Paralelamente iba anotando todas las impresiones que tenía de estos viajes al interior de mi mente. La novela fue perfeccionándose, pero comenzó a adquirir una envergadura espantosa. Llevaba alrededor de cuatro tomos, de mil páginas cada uno. Yo no sabía muy bien por qué los monjes me ayudaban en mi proceso. Pero poco a poco fui desentrañando una verdad. Ellos me apoyaban a cambio de conseguir una manera de despertar conciencias, de manera más rápida y efectiva. En el mundo existía una jerarquía muy clara.

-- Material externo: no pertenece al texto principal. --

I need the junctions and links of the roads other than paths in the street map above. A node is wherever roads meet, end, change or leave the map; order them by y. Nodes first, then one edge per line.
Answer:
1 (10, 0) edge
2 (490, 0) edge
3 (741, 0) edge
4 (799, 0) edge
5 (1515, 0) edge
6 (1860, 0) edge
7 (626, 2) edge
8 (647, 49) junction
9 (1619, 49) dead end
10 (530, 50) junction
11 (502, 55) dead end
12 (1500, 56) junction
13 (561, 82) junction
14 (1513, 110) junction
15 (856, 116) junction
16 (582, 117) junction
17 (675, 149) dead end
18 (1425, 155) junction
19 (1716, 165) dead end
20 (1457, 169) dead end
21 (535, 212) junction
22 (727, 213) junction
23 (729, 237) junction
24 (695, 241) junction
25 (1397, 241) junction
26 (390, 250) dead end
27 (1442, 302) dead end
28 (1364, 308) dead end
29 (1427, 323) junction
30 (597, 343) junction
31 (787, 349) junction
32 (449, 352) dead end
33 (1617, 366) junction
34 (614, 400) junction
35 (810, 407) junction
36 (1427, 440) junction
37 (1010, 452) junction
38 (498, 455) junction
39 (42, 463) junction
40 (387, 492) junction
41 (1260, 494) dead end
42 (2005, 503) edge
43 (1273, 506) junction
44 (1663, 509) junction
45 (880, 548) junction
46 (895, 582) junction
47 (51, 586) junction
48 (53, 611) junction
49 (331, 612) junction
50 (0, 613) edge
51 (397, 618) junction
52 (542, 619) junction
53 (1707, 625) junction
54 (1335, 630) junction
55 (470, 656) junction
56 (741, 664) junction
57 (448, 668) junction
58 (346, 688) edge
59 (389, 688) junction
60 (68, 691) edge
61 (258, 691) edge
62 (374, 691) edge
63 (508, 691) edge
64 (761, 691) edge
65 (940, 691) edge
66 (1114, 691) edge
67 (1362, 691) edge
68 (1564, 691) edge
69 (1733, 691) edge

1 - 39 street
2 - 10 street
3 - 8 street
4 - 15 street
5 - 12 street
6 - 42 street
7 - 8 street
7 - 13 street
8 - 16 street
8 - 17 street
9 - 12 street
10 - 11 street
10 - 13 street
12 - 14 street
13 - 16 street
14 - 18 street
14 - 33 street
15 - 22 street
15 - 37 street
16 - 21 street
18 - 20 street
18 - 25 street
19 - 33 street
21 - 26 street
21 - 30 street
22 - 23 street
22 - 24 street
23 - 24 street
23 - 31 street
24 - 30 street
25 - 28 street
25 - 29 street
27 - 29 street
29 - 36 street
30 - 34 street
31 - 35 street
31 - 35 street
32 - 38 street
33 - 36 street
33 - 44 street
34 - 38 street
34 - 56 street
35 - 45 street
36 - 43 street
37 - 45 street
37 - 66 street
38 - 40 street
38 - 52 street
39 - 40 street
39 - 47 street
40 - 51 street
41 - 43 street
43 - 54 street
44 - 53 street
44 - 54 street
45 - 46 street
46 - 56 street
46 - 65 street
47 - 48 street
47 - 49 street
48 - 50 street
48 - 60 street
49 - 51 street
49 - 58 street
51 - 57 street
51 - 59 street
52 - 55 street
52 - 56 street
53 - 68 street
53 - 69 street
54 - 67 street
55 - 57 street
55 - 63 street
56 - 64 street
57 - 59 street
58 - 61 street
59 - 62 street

Arriba estaba Buda y debajo de él, el Bodhisattva. Los seres a punto de despertar. Más abajo estábamos todos los mortales encerrados en la cárcel ilusoria del ego. El camino de los iniciados podía ser muy arduo y lento. Buda ya había aparecido en Nepal, porque el combate cósmico pronto se iniciaría. ¿Cuándo? Muy pronto, sentenciaron. El último avatar, el martillo de guerra, la lanza penetrante, el rayo destructor, la furia y la locura, había nacido en el siglo XIX en Austria, y se había llamado Adolf Hitler.

Sentí pánico, náuseas, asco. Lo que pretendía esta secta de fanáticos escapaba a mi entendimiento. Pensé en sacar mi revólver y matarlos a todos, ahí mismo, en el templo. Lo hice. Apunté a mi maestro directo a la cabeza. Jalé el gatillo y cerré los ojos. Pero no pasó nada. Ante mi sorpresa, un joven se acercó y abriendo la palma de su mano, cayeron todas las balas al suelo.
"Lo habíamos previsto, podemos mirar un futuro cercano, potencial e hipotético, con un margen escaso de error", dijo mi maestro. A continuación se levantó de la alfombra y se sentó en posición de loto.
Hay muchas cosas que aún debes entender, sentenció con frialdad. Luego se levantó, me tomó de las manos y me abrazó.